Record extracts:

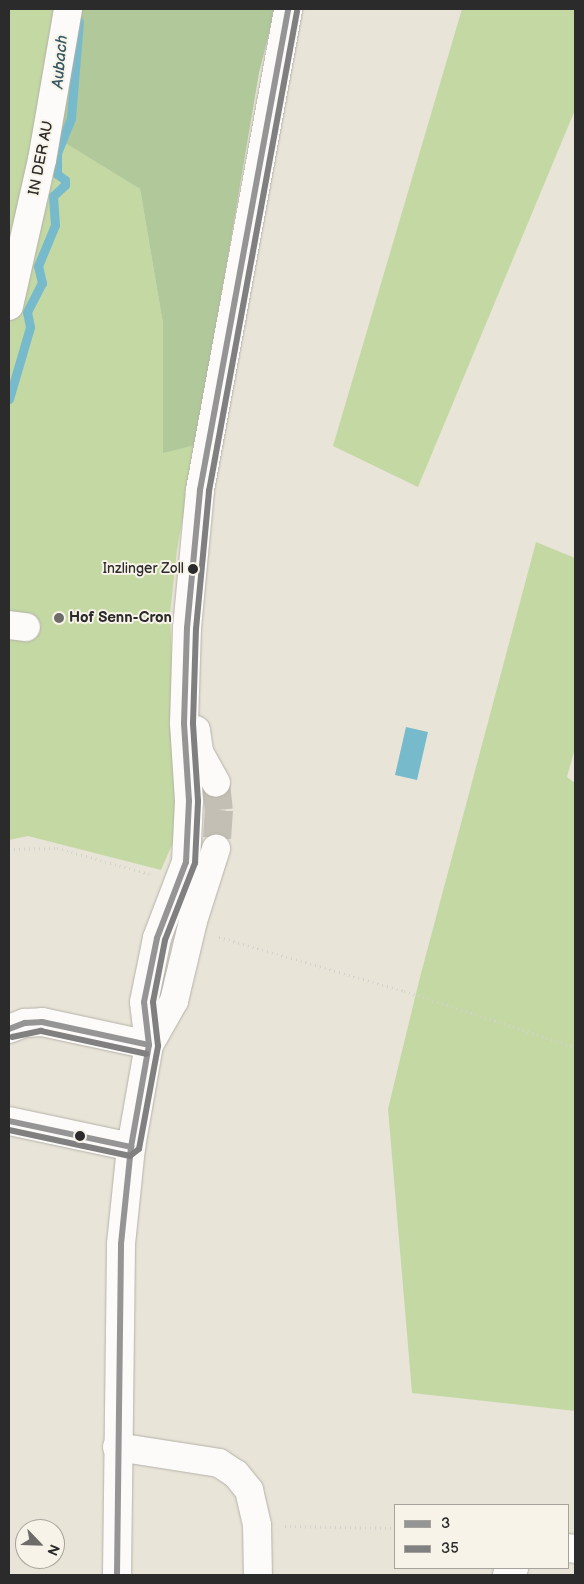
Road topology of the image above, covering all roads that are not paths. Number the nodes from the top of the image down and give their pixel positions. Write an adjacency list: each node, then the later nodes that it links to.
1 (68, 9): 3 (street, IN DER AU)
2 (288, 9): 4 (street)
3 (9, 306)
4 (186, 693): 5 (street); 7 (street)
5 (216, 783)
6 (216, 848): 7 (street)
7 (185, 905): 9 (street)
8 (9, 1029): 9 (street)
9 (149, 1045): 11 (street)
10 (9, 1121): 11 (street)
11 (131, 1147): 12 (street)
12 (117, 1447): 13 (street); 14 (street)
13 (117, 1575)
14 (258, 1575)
...
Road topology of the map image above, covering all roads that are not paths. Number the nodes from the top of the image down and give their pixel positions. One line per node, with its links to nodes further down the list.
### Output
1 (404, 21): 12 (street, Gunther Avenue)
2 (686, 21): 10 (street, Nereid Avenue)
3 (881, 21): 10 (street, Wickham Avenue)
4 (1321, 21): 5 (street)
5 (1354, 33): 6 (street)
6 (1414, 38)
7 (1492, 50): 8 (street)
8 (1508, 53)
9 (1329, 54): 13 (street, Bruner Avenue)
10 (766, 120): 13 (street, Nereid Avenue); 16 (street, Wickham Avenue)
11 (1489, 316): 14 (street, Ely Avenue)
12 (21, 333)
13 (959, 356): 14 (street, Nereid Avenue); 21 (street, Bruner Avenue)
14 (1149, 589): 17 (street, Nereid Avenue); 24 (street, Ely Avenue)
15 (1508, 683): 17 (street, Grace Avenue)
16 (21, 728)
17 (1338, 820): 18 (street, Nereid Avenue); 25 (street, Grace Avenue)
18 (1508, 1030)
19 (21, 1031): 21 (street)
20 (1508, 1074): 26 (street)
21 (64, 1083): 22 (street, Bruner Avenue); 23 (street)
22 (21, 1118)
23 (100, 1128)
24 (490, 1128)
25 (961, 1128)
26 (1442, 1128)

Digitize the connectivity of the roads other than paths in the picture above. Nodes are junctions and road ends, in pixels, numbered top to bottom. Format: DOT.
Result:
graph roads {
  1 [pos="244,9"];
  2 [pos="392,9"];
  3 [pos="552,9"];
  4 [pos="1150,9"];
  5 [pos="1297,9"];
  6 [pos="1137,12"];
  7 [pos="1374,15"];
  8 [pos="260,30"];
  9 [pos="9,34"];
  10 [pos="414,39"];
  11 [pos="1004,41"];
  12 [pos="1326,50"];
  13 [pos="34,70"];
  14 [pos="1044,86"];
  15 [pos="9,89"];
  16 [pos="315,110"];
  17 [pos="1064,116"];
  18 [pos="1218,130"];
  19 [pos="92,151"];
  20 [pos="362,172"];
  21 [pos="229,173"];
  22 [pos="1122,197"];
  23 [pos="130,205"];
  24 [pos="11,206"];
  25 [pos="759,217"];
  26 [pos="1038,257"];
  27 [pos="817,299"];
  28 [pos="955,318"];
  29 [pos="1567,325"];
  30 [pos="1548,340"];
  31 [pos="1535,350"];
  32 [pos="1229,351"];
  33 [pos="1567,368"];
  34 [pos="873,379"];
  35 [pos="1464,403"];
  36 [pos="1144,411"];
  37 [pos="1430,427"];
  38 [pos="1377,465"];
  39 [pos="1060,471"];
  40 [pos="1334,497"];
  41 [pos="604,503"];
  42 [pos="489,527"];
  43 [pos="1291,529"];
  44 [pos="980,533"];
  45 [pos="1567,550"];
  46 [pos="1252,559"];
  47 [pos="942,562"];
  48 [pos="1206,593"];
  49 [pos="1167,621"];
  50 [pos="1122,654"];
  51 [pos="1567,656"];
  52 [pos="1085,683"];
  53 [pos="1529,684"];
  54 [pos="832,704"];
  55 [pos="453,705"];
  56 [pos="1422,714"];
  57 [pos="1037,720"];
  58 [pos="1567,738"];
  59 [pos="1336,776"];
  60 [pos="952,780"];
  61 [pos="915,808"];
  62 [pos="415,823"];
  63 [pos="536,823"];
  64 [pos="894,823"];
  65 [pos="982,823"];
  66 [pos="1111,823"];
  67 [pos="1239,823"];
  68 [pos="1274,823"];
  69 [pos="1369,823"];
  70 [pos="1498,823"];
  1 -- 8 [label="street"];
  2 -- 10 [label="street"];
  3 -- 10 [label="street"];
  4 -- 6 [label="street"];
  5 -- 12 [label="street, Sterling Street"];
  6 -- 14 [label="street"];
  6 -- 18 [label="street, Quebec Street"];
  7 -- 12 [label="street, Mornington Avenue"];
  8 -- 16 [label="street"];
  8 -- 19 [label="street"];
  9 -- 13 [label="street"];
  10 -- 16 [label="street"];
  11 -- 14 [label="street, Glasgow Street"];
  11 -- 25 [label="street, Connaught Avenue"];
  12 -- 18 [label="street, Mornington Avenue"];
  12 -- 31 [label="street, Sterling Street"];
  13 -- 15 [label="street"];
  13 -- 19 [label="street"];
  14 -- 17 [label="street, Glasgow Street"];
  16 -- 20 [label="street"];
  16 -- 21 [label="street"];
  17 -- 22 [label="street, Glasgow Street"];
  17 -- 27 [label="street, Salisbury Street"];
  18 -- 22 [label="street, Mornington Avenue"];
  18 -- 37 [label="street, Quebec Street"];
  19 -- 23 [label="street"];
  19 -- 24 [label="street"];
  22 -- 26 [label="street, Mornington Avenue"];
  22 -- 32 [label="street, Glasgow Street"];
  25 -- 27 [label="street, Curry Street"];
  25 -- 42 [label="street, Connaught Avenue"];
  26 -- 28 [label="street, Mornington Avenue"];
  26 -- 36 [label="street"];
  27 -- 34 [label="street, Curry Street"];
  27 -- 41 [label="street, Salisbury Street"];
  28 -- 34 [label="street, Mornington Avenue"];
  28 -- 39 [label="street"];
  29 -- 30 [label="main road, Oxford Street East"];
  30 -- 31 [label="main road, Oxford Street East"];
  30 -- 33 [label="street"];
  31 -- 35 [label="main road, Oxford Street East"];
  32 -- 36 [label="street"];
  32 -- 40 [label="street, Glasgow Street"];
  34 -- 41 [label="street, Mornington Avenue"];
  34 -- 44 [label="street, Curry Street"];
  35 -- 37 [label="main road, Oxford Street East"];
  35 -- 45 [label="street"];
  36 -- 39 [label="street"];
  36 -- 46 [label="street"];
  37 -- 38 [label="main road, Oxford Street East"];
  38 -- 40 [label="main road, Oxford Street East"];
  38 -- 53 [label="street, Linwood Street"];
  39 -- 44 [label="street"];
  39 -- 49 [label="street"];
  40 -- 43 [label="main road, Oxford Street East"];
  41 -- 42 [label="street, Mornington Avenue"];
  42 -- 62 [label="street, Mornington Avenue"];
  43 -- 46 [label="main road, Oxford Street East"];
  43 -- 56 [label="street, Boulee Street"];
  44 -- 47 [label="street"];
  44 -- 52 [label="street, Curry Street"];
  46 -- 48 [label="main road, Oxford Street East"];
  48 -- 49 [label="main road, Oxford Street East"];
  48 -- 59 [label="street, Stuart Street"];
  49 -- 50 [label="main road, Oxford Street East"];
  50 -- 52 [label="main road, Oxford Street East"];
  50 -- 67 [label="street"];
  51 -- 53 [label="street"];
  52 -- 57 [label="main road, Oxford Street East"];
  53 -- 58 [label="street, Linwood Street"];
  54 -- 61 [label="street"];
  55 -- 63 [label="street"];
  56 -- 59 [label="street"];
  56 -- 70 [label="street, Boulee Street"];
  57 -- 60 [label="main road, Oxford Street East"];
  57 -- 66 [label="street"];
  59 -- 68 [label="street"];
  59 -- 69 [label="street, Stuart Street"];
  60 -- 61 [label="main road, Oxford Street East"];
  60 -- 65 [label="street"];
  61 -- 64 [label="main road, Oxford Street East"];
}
* * *
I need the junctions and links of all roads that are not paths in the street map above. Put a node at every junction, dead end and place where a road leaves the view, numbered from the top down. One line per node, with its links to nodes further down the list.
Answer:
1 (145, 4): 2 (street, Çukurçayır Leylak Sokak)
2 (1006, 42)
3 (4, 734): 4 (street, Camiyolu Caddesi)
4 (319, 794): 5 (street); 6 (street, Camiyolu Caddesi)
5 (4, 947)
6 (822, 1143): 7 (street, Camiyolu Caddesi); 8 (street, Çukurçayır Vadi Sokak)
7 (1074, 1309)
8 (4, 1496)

Your instructions: Reproduce every line from the entries that holds the word "further".

Response area:
Road topology of the map image above, covering all roads that are not paths. Number the nodes from the top of the image down and give their pixel positions. One line per node, with its links to nodes further down the list.
I need the junctions and links of all roads that are not paths in the street map above. Put a node at every junction, dead end and place where a road leaves the view, numbered from the top down. One line per node, with its links to nodes further down the list.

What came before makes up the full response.